Mary O’Leary, Randall Beach and Joe Amarante plan to leave the publication by the end of the year. The trio all began working at the Register in the 1970s, accumulating more than a century of experience. Most recently, O’Leary has covered city issues, Beach has reported on local courts and Amarante has served as the publication’s Arts and Entertainment editor. The three took buyouts from the paper’s current owner, Hearst Connecticut Media Group, citing age and the new reporting conditions brought upon by the pandemic. HCMG, as the owner is known, offered the voluntary buyout program at a number of its newsrooms. It is meant for employees seeking a career change or retirement.
“It’s been very difficult with COVID-19 and then they offered us this buyout, and I’m almost 65, so I thought maybe it’s time to get out,” Amarante told the News.
Buyouts are not new at the Register, whose previous owners have included junk bonds and hedge funds. Among the previous owners is the Journal Register Company, which filed for bankruptcy alongside 26 of its affiliates, including the New Haven Register, in 2009.
According to Paul Bass ’82, editor of the New Haven Independent, the Register has a “bloody” history of layoffs.
“The Register was Exhibit A for hedge funds who were hollowing out newspapers,” Bass said of past ownership.
According to Bass, HCMG has acted differently, making efforts to invest in the publication. The group, which owns seven other daily newspapers across Connecticut, including the Connecticut Post, Greenwich Time and Stamford Advocate, has said it plans to invest in some 20 newsroom positions.
Nonetheless, the departure of three experienced reporters will be felt in the newsroom, according to other local journalists.
Allan Appel, another reporter for the Independent, reinforced the importance of veteran journalists, describing O’Leary, Beach and Amarante as “real New Haven reporters who have been around for a long time. … They knew where all the bodies were buried.”
O’Leary, who declined to comment, has been working at the Register since 1970. She has covered the metro beat and past Connecticut gubernatorial and U.S. Senate campaigns.
Amarante began his time at the Register in 1975 when he was still a senior in college. After spending 10 years as a copy editor, he transitioned to writing about television and entertainment and joined the national Television Critics Association. He told the News that “rough times” at the publication forced him to take on roles he was less comfortable with as a features writer, like city news. Most recently, he has served as the Arts and Entertainment editor for the Register.
Although Beach began working at the Register in 1977, he left after a few years to do freelance work, returned briefly, and then settled at the paper permanently in 1997. Currently, Beach writes a semiweekly personal column and covers the New Haven Superior Court.
“I think it’s too bad whenever institutional knowledge leaves a newsroom. … That is a loss for the community,” he said.

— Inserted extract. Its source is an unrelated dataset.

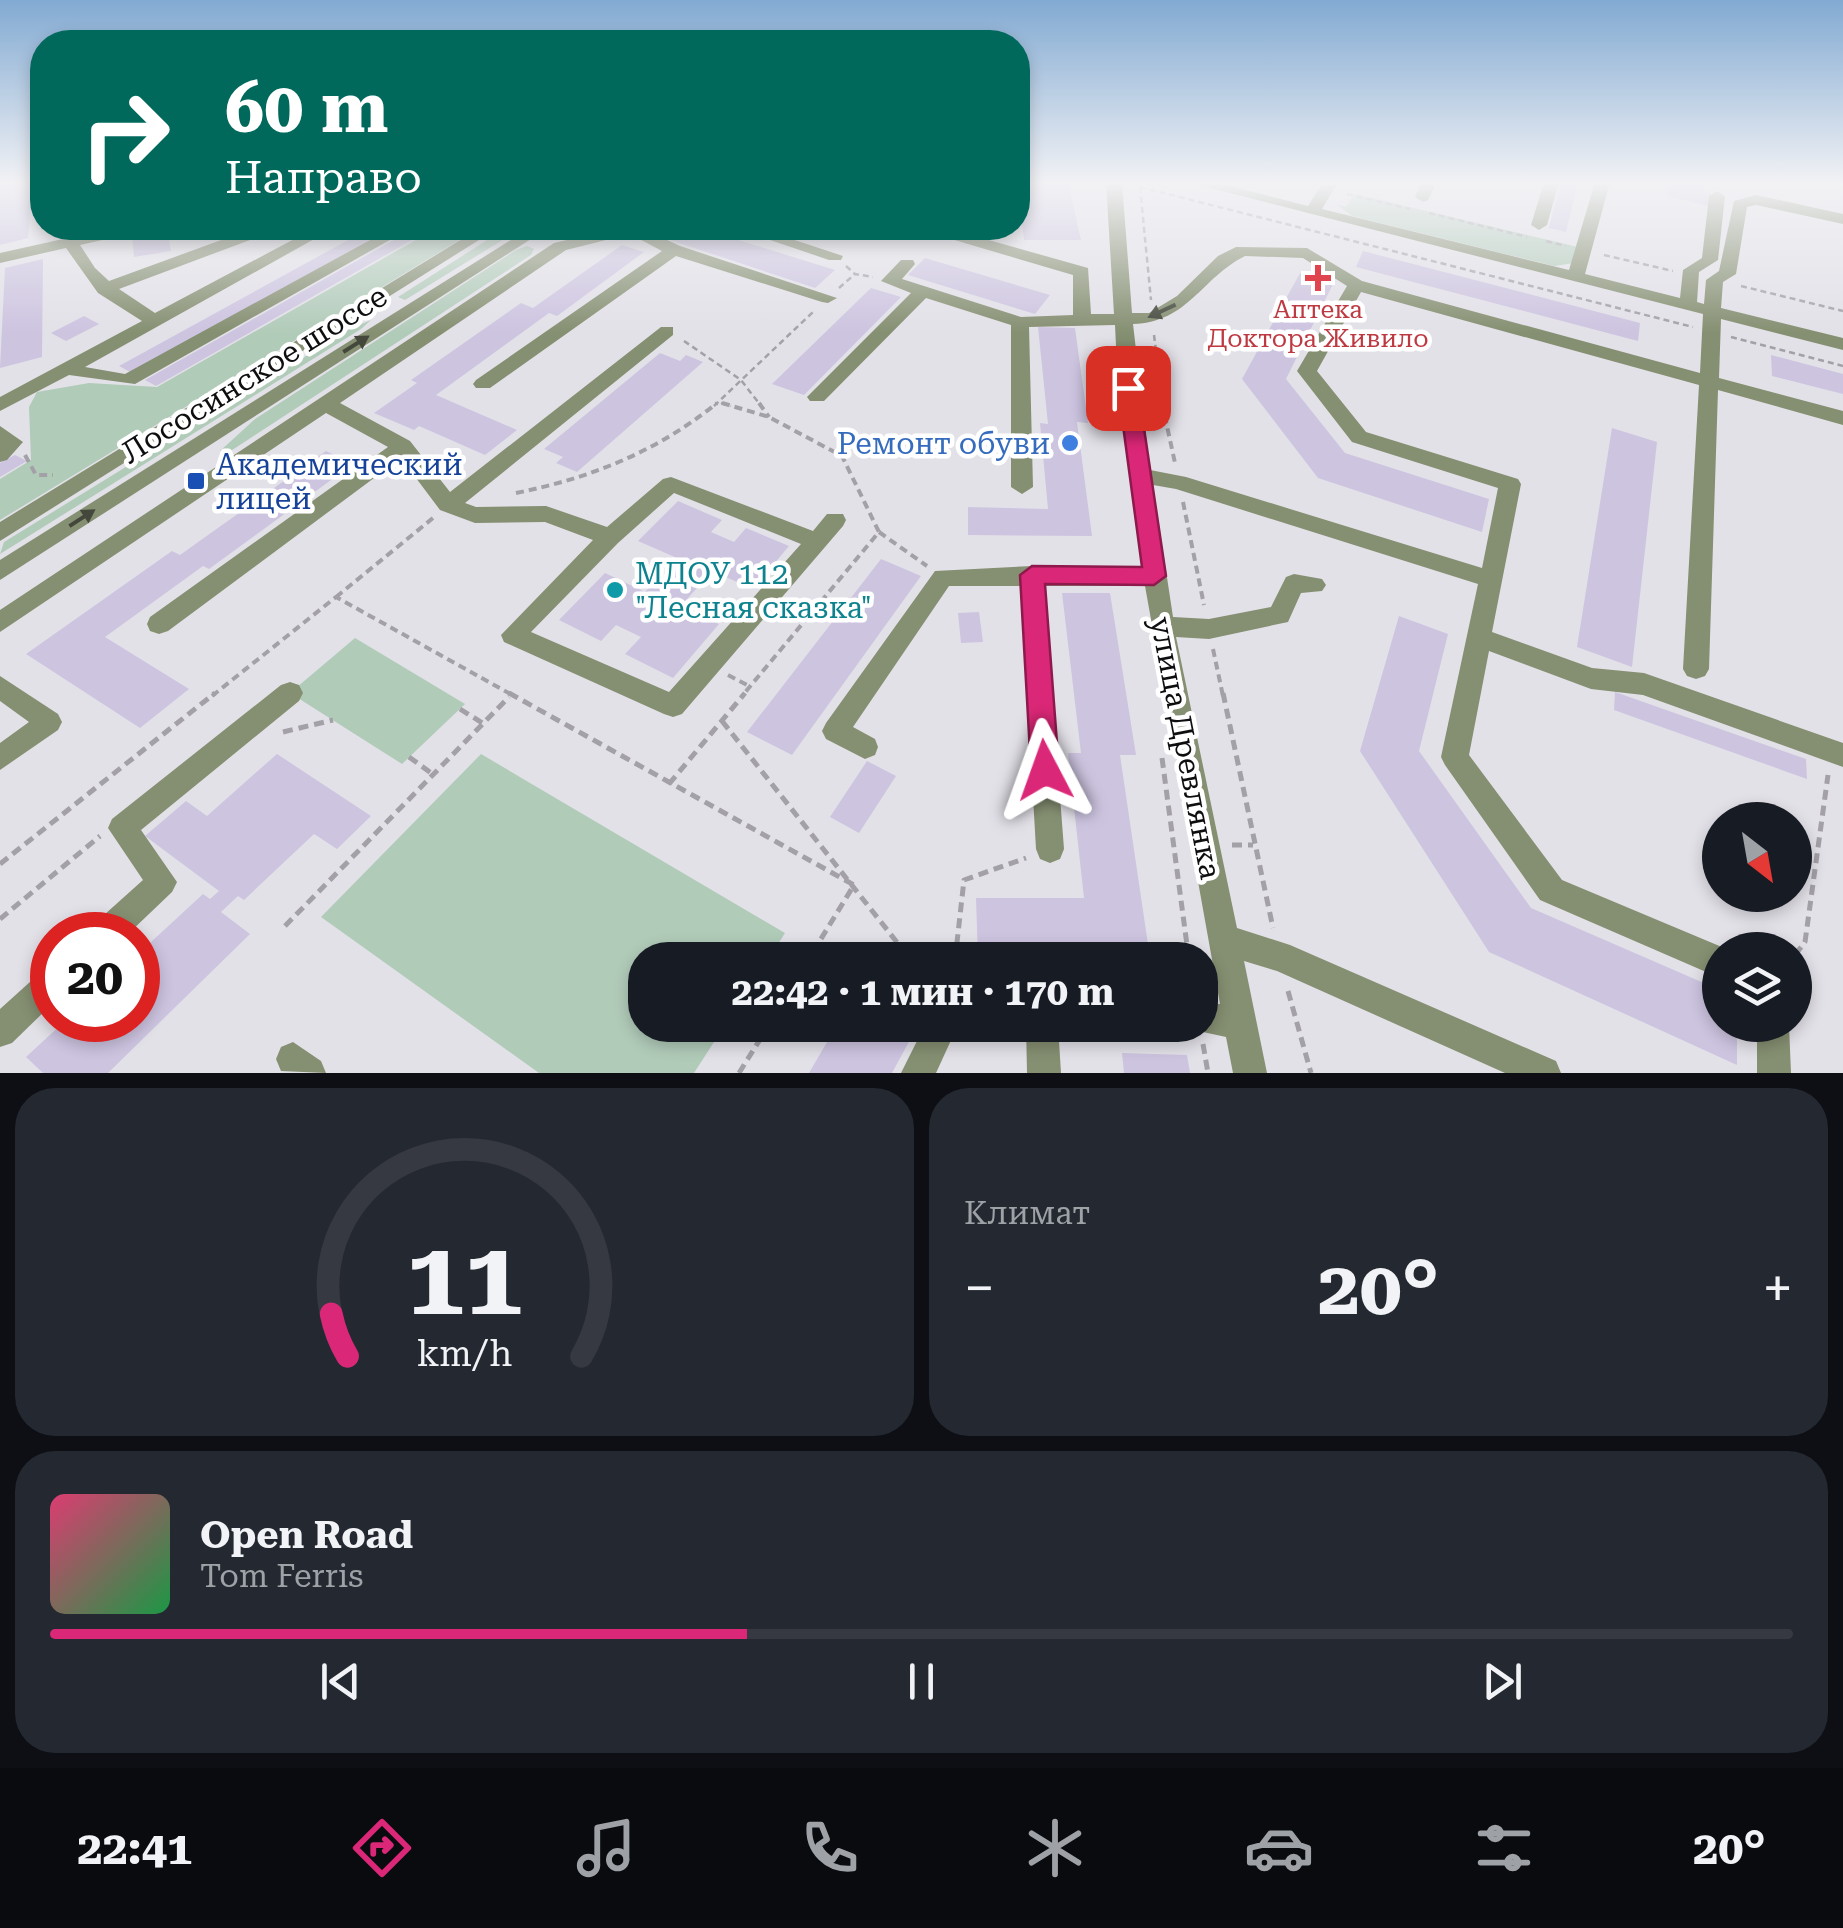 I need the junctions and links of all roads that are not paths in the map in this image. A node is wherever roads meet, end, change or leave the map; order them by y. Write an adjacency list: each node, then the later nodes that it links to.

Amarante told the News that managing and reporting for the Arts and Entertainment desk has proven especially difficult during the pandemic.
“We tell people what to do that week, and when most of the things have been cancelled, that’s been pretty hard to do.”
The pandemic has also put a stop to trial proceedings, and for Beach, who “misses the courtroom drama,” this contributed to his decision to retire.
Beach noted that the pandemic is taking a toll on all reporters. The Register closed its newsroom in early March and its reporters have worked at home since then.
“The newsroom is an important social place,” said Beach. “Being with your colleagues and bouncing ideas off them is important and makes the work more fun.”
Amarante, who said he’s struggled to keep up with the shift toward digital journalism and social media news consumption, also expressed concern about the decline of traditional media.
“There’s a whole other skill set that has come up in the last 5-10 years,” he said. “It is not something an old print person does so easily.”
HCMG bought the New Haven Register in 2017.